The size-dependent buckling equation (11) is a linear homogeneous sixth-order ordinary differential equation with constant coefficients whose closed-form solution is derived in Darban et al. (2021) in terms of six unknown constants. For the pillar with n cracks, the buckled configuration is defined in terms of $6 \times (n + 1)$ unknown constants that must satisfy the $4 \times n$ variationally consistent continuity conditions in equation (12), 4 boundary conditions given in Appendix 2, and $2 \times (n + 1)$ constitutive boundary and continuity conditions in equation (13). The critical loads and associated buckling configurations are determined by solving the resulting eigenvalue problem.

Numerical examples and discussion

This section presents the buckling loads and mode shapes of pillars with and without elastic foundation with one to four cracks. The first three modes of buckling and different boundary conditions are considered and the critical loads are given by varying the crack length, crack location, the parameters of the elastic foundation, and nonlocality.

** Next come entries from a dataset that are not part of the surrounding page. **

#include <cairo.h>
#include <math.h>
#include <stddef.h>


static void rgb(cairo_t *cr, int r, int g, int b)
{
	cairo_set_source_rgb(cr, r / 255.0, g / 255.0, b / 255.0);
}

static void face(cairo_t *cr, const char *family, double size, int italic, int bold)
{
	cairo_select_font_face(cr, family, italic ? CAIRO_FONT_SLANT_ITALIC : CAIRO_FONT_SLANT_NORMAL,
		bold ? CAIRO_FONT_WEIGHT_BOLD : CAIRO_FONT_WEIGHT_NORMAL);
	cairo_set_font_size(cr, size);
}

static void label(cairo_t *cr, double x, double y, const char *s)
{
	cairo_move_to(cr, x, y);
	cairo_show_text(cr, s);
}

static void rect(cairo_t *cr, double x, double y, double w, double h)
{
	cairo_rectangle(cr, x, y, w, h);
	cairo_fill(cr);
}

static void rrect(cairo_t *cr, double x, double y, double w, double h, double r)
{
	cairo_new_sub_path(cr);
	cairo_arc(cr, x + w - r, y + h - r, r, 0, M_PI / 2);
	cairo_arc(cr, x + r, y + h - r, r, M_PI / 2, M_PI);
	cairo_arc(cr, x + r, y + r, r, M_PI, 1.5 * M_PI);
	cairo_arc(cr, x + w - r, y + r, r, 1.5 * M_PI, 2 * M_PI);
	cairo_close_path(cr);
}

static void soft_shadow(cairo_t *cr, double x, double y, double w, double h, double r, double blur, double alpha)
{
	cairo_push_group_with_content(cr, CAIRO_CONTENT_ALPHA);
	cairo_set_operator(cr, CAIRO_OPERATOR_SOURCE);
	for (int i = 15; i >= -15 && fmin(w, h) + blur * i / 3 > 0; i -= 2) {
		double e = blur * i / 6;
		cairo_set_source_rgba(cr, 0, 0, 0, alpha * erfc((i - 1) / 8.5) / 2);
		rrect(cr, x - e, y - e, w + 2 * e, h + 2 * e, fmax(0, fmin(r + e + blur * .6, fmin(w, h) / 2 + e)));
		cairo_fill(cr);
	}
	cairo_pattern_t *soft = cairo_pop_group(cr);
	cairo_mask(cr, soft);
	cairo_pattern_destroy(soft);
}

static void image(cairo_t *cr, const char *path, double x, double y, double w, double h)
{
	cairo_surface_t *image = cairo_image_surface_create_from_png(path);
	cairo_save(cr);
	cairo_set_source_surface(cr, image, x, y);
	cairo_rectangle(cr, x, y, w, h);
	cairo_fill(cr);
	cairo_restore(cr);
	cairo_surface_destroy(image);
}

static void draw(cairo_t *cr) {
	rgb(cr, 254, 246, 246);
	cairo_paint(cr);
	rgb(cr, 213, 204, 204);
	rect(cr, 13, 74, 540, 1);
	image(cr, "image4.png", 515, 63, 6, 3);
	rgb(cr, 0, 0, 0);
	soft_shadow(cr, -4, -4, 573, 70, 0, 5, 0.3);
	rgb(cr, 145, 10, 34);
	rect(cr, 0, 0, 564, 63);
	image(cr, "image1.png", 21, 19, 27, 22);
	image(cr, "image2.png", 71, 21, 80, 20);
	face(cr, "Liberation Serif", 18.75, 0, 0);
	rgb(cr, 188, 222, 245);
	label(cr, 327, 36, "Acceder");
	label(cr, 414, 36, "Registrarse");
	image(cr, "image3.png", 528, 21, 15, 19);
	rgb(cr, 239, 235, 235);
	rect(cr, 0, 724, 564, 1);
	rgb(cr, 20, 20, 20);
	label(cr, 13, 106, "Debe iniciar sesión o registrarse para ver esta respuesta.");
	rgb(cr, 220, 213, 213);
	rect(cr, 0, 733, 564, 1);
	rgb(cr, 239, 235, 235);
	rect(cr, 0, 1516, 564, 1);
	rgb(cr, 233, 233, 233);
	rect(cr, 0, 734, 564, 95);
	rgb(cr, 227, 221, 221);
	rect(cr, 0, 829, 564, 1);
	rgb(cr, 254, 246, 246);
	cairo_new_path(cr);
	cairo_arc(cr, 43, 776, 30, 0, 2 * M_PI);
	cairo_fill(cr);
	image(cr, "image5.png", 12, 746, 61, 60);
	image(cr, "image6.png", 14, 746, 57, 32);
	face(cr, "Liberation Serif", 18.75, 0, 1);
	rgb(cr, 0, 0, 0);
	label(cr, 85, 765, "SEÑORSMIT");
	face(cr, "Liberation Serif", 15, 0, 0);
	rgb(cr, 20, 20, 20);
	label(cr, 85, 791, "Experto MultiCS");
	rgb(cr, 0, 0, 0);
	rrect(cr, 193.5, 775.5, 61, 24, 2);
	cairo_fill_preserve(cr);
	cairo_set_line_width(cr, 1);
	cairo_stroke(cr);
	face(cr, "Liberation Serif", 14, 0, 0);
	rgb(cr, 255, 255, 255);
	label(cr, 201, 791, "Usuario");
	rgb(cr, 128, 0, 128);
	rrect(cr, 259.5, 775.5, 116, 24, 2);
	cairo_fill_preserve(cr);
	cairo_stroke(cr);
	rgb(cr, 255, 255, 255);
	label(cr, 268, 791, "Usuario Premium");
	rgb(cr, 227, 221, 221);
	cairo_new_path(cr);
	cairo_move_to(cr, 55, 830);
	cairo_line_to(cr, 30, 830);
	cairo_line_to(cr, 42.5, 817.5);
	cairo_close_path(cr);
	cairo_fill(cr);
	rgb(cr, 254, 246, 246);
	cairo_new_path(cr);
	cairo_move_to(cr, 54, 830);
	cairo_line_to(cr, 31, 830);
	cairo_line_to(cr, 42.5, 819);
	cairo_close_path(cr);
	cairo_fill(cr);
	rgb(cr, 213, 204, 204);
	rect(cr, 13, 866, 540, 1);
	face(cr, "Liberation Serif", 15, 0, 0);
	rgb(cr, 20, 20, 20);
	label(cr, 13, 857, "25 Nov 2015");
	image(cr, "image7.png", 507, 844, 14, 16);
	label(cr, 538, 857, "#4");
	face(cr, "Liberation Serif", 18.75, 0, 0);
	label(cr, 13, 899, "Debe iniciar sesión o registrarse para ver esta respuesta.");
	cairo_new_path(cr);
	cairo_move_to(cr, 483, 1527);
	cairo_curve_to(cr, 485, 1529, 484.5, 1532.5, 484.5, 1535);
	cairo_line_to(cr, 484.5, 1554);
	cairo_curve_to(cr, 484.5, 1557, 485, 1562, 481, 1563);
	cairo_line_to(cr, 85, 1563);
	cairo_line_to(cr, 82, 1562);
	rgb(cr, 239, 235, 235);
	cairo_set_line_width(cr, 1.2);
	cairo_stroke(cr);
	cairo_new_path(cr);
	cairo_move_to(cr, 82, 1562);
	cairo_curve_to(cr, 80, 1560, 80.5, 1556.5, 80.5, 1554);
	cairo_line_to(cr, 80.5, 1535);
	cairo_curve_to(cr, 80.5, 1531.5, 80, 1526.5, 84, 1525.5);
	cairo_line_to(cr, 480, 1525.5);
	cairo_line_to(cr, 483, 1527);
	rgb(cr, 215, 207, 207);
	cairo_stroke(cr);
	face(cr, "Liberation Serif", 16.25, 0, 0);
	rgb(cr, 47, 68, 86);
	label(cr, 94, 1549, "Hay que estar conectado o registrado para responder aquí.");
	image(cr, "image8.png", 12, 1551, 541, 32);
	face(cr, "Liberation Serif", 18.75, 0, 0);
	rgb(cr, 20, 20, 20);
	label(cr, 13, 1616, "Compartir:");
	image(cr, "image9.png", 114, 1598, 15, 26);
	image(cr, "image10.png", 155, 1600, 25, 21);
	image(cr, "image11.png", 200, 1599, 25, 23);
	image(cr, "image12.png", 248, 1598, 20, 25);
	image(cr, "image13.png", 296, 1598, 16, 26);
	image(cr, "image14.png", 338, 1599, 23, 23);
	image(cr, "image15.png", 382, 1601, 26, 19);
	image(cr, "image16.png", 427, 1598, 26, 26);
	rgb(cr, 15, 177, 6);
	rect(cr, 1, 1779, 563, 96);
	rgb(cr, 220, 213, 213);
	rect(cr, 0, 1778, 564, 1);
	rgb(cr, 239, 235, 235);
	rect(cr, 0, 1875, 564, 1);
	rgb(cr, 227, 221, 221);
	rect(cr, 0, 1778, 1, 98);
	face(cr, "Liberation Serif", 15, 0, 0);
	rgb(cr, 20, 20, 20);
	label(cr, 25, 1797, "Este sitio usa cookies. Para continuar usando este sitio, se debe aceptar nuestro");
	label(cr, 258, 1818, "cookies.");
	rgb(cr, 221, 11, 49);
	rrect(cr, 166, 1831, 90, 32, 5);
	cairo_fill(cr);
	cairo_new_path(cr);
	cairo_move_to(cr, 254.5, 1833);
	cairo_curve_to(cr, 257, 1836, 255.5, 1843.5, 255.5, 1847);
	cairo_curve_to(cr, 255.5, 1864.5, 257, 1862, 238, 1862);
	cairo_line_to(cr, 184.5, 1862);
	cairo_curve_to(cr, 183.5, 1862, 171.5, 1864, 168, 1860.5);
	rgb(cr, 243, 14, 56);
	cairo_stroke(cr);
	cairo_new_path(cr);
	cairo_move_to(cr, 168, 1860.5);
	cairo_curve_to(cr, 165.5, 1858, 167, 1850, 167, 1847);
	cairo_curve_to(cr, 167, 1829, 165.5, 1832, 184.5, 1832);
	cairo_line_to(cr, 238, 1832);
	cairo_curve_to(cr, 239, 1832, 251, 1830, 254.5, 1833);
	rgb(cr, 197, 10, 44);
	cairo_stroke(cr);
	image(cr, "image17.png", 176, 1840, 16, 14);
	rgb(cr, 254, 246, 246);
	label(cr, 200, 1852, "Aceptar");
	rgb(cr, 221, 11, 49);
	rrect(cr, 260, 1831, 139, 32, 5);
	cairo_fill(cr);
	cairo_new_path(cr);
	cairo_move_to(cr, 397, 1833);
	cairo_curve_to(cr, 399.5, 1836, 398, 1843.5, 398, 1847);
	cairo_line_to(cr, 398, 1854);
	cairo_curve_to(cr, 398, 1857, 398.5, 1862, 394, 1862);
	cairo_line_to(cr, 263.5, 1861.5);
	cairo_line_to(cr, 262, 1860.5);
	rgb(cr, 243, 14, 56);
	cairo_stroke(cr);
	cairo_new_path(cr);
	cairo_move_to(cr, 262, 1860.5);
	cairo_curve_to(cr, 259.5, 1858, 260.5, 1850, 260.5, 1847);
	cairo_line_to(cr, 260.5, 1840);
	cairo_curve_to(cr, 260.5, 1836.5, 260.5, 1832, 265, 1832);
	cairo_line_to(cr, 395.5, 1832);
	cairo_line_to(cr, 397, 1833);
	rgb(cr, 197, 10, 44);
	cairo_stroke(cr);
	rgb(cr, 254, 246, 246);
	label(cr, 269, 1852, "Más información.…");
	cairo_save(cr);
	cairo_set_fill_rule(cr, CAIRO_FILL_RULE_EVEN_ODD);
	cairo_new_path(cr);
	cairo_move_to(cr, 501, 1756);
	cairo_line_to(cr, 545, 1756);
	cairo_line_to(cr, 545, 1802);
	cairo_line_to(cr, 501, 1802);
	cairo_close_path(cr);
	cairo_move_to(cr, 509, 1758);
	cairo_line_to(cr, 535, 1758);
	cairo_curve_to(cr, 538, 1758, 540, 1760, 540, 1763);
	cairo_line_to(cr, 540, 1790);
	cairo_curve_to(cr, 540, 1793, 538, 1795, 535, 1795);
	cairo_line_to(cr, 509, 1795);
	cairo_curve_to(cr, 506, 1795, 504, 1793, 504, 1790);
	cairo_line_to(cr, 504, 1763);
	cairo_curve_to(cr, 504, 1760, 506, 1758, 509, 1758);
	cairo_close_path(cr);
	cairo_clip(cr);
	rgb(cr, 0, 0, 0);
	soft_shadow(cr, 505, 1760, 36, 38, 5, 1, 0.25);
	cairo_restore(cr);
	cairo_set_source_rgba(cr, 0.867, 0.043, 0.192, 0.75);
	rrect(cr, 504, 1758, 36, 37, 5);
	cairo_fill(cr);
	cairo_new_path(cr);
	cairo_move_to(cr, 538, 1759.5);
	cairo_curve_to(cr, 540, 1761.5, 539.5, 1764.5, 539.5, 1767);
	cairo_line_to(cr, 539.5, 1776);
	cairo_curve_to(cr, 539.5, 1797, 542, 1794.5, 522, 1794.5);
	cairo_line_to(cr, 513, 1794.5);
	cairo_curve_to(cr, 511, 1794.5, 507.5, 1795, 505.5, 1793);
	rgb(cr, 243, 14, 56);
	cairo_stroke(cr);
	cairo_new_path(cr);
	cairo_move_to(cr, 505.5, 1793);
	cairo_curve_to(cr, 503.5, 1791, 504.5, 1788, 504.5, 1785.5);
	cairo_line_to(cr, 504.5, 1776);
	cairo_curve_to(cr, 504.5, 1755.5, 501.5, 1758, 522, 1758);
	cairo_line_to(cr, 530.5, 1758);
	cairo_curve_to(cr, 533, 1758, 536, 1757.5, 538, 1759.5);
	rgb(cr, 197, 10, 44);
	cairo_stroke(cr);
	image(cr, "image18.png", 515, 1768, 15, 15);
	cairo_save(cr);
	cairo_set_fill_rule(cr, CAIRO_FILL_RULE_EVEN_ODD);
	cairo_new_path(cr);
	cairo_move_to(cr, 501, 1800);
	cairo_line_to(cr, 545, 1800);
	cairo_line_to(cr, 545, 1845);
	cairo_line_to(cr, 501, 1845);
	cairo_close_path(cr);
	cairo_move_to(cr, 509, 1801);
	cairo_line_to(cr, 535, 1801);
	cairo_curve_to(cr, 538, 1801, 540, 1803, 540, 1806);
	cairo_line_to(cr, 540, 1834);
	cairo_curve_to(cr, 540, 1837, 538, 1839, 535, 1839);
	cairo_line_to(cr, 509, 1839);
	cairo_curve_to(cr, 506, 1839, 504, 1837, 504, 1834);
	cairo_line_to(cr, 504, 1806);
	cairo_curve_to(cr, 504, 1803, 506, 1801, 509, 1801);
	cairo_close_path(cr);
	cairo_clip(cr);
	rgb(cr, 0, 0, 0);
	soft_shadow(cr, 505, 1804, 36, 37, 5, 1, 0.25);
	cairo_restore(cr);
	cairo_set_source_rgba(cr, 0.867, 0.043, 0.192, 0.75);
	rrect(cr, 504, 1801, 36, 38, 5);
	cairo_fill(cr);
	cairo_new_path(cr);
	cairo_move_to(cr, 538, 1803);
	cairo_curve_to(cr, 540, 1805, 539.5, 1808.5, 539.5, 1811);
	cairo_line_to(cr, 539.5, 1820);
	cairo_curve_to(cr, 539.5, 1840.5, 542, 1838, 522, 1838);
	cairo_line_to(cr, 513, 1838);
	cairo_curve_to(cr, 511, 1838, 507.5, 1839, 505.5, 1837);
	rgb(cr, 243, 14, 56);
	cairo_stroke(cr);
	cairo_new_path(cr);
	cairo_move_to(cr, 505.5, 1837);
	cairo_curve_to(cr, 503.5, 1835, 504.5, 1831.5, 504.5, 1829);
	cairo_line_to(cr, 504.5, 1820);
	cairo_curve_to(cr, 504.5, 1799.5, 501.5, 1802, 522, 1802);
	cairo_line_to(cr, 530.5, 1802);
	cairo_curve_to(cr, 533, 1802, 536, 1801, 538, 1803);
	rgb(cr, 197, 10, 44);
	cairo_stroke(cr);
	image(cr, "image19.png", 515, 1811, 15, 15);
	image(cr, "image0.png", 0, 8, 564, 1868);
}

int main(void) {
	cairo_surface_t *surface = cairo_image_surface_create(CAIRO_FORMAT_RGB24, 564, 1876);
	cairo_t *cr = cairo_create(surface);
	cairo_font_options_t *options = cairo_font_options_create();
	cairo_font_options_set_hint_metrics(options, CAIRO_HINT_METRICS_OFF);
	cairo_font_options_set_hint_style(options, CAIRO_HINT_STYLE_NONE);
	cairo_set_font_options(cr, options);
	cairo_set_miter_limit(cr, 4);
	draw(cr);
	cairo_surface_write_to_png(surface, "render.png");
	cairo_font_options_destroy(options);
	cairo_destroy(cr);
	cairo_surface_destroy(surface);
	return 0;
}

The bisection method is used to numerically calculate the roots of the determinant of the coefficient matrix, which correspond to the buckling loads.

Verification

To assess the accuracy of the proposed formulation, the critical loads predicted by the model are compared with previously reported results for three distinct cases. The first case is depicted in Figure 2, where the critical loads associated with a small-scale pillar containing one crack of length of $a / h$ located at the middle of the pillar are presented. The normalized buckling loads are determined with respect to the buckling loads of the undamaged pillars calculated in Darban et al. (2021).

Figure 2.

Ratios of the buckling loads upon reducing the crack length of: (a) clamped-free, (b) pinned-pinned, (c) clamped-pinned, and (d) clamped-clamped miniaturized pillars with one crack at the pillar’s mid-length. The results are normalized against the solutions of the intact pillars and presented for $λ = 0.25$ , $h / L = 0.05$ , ${\bar{K}}_{W} = 400$ and ${\bar{K}}_{P} = 8$ .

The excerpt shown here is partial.